Trials / Completed
CompletedNCT04339062
Cemiplimab in AlloSCT/SOT Recipients With CSCC
Safety and Efficacy of Cemiplimab (PD-1 Blockade) in Selected Organ Transplant Recipients With Advanced Cutaneous Squamous Cell Carcinoma (CONTRAC)
- Status
- Completed
- Phase
- Phase 1 / Phase 2
- Study type
- Interventional
- Enrollment
- 12 (actual)
- Sponsor
- Dana-Farber Cancer Institute · Academic / Other
- Sex
- All
- Age
- 18 Years
- Healthy volunteers
- Not accepted
Summary
In this research study, Cemiplimab is being evaluated as a treatment for advanced cutaneous squamous cell carcinoma in participants who have previously received an allogeneic hematopoietic stem cell transplant or kidney transplant. \- This research study involves the following drug(s): * Cemiplimab * Everolimus or Sirolimus * Prednisone
Detailed description
* This an open-label, two cohort, phase I/II research study to evaluate the safety and effectiveness of Cemiplimab as a treatment for advanced cutaneous squamous cell carcinoma in participants who have received allogeneic hematopoietic stem cell or kidney transplants. * The research study procedures include screening for eligibility, study treatment, participant evaluations and safety follow-up visits.
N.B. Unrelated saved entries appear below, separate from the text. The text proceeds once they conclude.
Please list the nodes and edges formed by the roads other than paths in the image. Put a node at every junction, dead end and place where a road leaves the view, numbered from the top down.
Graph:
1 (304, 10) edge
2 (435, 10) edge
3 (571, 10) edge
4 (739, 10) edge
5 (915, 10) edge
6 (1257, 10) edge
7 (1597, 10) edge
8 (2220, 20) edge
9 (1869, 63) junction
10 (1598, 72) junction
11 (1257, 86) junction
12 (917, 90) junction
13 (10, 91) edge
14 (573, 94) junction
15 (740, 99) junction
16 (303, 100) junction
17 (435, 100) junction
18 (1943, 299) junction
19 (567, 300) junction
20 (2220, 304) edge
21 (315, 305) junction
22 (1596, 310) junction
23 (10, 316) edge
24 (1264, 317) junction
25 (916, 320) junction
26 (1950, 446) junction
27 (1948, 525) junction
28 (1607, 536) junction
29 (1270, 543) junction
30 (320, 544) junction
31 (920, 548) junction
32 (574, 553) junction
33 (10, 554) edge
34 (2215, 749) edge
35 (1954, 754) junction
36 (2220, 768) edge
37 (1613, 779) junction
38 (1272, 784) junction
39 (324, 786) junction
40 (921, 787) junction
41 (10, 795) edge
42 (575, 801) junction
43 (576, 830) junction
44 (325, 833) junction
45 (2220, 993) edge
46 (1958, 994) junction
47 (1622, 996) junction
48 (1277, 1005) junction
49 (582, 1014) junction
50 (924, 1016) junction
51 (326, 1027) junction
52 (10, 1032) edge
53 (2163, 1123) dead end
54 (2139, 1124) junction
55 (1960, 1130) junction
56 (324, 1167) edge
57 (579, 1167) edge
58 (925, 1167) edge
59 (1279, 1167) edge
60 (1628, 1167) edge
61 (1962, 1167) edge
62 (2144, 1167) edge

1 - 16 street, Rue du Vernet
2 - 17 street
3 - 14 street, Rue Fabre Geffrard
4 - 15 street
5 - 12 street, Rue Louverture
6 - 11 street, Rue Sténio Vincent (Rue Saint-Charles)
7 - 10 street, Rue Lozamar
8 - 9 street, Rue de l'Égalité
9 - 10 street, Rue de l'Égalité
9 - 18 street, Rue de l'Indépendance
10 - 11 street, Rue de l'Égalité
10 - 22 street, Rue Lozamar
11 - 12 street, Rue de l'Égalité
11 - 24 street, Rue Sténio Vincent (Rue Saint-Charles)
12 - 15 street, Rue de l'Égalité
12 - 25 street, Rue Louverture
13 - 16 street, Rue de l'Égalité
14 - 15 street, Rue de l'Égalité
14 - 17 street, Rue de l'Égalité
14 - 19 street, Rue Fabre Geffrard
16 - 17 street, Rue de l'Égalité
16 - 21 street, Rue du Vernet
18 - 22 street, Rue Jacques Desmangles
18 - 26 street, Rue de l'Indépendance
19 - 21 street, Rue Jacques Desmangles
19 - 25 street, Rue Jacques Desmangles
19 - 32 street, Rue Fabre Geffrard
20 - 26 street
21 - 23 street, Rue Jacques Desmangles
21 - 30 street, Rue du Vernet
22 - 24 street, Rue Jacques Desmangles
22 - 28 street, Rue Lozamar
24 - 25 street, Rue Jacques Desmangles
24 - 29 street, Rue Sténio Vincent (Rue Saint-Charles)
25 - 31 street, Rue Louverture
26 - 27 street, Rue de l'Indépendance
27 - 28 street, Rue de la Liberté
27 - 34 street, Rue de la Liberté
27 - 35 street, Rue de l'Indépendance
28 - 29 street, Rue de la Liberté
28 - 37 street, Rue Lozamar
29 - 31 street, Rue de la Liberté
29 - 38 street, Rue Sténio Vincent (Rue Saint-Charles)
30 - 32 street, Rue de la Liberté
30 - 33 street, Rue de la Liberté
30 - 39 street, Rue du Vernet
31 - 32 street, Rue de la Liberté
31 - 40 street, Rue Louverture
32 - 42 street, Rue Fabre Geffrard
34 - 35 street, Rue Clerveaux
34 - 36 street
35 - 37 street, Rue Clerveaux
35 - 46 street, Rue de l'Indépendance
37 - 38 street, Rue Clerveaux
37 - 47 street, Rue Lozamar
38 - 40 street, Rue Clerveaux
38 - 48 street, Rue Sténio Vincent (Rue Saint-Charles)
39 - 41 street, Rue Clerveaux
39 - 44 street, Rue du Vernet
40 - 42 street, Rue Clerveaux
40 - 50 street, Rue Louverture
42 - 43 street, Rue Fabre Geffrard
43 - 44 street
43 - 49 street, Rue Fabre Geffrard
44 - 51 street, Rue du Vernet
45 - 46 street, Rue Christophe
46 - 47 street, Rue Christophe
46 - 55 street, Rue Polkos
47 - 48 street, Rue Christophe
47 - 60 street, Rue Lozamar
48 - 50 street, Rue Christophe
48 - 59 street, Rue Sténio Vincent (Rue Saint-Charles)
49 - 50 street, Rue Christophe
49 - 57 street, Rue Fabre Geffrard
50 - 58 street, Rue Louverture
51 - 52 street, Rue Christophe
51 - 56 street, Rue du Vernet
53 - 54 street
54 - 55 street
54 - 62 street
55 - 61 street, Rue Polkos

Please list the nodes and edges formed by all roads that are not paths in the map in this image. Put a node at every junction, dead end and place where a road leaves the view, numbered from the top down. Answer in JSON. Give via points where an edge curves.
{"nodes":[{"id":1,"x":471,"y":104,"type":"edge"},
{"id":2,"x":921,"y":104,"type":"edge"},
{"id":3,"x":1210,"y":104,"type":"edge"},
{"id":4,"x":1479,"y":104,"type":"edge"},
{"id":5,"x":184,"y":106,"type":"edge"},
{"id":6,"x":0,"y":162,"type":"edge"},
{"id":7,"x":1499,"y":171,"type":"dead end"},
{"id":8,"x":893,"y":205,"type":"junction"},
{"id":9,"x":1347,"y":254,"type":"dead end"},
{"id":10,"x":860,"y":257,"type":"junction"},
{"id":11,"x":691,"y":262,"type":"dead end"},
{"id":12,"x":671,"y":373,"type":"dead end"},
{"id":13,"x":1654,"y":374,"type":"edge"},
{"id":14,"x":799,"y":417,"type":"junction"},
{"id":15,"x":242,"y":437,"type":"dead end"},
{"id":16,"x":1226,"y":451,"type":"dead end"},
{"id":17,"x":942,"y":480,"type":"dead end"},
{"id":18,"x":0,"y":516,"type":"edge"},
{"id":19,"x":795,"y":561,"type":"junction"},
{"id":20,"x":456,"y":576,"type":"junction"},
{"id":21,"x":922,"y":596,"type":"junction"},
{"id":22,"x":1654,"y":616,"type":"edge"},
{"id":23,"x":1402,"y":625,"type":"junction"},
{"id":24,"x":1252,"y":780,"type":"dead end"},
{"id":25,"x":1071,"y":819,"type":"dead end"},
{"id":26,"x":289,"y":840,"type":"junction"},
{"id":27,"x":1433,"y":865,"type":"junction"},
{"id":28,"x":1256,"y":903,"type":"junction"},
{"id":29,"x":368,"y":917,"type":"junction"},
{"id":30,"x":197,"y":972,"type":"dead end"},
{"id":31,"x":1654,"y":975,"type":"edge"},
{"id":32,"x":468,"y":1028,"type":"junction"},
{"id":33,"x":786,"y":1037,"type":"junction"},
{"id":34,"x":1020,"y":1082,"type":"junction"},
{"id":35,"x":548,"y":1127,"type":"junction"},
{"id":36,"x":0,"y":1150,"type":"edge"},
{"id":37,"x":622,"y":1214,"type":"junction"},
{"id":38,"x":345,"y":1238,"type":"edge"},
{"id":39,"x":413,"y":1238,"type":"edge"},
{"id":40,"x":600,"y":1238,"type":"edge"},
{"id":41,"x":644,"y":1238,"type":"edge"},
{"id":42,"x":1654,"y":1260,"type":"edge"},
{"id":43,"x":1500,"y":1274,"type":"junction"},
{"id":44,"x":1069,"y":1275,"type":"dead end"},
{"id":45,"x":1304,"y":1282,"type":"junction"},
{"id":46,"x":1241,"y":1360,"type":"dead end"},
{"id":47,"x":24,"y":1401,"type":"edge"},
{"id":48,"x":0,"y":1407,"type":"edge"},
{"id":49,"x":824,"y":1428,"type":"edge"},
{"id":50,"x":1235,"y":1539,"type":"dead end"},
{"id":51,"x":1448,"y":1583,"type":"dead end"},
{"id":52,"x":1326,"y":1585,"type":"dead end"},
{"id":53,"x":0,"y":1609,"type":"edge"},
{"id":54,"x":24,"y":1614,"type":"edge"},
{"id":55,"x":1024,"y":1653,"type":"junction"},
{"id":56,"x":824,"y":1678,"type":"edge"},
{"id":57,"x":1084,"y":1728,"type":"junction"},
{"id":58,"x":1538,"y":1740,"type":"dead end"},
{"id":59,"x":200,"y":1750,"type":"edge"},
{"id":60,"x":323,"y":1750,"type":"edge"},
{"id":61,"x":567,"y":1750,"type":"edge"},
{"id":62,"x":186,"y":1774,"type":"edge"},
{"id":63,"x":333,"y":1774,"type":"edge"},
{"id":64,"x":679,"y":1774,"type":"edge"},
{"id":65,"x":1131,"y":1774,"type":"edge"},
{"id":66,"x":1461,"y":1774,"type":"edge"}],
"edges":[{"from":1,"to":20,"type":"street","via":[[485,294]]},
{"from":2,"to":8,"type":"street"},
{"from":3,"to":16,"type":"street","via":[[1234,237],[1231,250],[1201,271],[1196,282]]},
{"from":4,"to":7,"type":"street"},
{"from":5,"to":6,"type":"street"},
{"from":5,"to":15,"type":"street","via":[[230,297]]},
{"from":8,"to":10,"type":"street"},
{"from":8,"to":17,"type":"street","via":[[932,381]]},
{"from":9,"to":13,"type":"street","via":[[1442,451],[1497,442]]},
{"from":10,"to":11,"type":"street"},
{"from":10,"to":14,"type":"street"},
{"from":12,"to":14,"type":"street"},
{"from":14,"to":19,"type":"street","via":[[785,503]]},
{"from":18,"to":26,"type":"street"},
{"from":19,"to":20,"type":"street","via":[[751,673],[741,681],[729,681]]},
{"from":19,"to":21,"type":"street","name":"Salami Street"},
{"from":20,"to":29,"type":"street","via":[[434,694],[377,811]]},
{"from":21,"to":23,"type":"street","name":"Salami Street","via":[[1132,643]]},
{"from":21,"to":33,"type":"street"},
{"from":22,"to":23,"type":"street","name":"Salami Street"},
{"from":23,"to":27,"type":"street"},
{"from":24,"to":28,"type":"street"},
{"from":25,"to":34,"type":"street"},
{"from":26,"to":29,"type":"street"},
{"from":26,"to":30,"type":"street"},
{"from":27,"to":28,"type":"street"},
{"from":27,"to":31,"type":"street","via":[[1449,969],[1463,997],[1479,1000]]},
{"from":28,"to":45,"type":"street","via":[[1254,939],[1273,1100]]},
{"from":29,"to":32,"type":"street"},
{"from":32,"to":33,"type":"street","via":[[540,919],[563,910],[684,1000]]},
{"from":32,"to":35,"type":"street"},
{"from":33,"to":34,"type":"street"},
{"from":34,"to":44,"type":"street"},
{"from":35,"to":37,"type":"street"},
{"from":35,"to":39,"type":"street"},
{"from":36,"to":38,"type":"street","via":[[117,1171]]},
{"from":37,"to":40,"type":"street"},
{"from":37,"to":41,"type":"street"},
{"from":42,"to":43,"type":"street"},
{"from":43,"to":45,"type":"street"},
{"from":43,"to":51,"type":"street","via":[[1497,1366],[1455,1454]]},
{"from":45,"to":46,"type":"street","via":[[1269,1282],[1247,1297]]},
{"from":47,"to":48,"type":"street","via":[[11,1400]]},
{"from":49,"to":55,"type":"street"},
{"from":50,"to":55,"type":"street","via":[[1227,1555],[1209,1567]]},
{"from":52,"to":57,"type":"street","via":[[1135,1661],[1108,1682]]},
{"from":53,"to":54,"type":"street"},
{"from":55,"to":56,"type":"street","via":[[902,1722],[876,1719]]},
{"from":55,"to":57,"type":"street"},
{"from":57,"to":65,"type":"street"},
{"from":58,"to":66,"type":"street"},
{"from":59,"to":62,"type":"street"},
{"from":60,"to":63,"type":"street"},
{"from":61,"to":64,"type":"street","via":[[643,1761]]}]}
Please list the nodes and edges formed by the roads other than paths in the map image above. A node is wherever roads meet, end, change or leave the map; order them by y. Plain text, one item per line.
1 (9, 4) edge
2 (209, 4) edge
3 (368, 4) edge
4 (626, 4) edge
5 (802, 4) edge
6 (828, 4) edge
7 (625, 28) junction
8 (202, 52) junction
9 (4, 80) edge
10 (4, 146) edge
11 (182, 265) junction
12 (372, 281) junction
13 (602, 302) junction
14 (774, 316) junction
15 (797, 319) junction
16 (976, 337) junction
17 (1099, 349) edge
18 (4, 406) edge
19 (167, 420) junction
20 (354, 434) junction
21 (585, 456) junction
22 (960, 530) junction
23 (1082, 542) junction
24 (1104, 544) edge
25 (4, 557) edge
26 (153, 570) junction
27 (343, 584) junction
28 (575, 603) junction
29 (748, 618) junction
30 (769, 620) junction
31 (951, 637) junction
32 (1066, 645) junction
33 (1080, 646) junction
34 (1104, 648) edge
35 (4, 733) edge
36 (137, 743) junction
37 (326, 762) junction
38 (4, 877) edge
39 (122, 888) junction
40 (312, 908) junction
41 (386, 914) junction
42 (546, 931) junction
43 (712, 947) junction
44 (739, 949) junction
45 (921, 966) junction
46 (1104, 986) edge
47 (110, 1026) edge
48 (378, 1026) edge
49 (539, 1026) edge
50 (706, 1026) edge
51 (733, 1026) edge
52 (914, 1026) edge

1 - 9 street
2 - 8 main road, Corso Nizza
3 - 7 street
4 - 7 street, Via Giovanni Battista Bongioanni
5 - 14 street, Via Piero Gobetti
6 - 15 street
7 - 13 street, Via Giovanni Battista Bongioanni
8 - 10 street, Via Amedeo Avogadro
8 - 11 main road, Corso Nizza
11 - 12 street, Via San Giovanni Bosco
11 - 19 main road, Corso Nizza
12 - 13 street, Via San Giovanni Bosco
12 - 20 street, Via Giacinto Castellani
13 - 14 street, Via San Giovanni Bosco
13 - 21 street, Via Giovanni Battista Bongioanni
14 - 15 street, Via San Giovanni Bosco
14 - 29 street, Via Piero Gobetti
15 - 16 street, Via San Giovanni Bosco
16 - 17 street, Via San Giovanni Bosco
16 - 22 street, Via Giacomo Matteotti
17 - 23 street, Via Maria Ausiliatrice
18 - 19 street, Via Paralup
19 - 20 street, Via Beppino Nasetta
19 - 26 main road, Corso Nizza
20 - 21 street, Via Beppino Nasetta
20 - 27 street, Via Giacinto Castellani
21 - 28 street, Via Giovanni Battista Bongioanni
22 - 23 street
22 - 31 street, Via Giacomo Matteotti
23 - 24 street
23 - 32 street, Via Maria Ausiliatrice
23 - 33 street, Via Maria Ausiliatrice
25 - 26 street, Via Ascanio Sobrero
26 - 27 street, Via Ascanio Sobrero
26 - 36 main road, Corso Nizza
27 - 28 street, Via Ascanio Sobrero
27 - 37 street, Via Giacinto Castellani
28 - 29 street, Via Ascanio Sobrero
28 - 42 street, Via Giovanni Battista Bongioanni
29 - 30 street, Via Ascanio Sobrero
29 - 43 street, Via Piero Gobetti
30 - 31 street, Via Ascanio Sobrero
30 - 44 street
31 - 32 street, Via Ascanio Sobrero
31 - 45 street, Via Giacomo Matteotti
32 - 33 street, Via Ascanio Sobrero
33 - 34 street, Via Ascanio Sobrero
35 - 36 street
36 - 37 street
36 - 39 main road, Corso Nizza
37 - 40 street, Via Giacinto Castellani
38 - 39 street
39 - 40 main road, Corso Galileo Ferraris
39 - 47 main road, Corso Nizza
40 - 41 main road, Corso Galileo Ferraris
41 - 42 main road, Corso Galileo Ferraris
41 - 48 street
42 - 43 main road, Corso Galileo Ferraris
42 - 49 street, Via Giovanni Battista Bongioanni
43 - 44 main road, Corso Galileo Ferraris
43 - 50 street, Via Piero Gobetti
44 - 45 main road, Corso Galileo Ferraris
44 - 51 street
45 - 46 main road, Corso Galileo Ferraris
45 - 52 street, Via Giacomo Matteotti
It is expected that about 12 people will take part in this research study. * Participants will be divided into two groups (cohorts) of allogeneic hematopoietic stem cell recipients or kidney transplants recipients. * Allogeneic hematopoietic stem cell recipients will only receive the study treatment drug of Cemiplimab. * Kidney transplant recipients will receive the study treatment drug of Cemiplimab along with the immunosuppressant drugs of Everolimus or Sirolimus and Prednisone to prevent kidney rejection. The U.S. Food and Drug Administration (FDA) has approved Cemiplimab as a treatment option for patients with advanced cutaneous squamous cell cancer, but the FDA has not approved the use of Cemiplimab in participants who have received allogeneic hematopoietic stem cell transplants or kidney transplants in the past. \-- Cemiplimab is a type of drug called a monoclonal antibody. Antibodies are proteins naturally found in your blood that fight infections. A monoclonal antibody is a special kind of antibody that is manufactured as a medication to target specific proteins in the body that may be involved this type of cancer. Cemiplimab is a human monoclonal anti-PD-1 antibody that works by blocking the programmed death-1 (PD-1), a cell receptor on immune cells that is involved in preventing immune cells from destroying other cells. Blocking the receptor is expected to help immune cells attack cancer cells.
Conditions
Interventions
| Type | Name | Description |
|---|---|---|
| DRUG | Cemiplimab | Cemiplimab: via IV, flat predetermined dosage every 21 days. |
| DRUG | Everolimus | Everolimus at least 7-10 days prior to receiving the first dose of cemiplimab (Cycle 1, Day 1) and then daily while receiving Cemiplimab |
| DRUG | Sirolimus | Sirolimus at least 7-10 days prior to receiving the first dose of cemiplimab (Cycle 1, Day 1) and then daily while receiving Cemiplimab |
| DRUG | Prednisone | 40 mg orally the day prior to the start of cemiplimab dosing (Cycle 1, Day 1) and then daily at tapered dosing while receiving Cemiplimab |
Timeline
- Start date
- 2020-11-03
- Primary completion
- 2023-06-12
- Completion
- 2025-03-01
- First posted
- 2020-04-08
- Last updated
- 2025-04-23
- Results posted
- 2024-06-12
Locations
1 site across 1 country: United States
Regulatory
- FDA-regulated drug study
Source: ClinicalTrials.gov record NCT04339062. Inclusion in this directory is not an endorsement.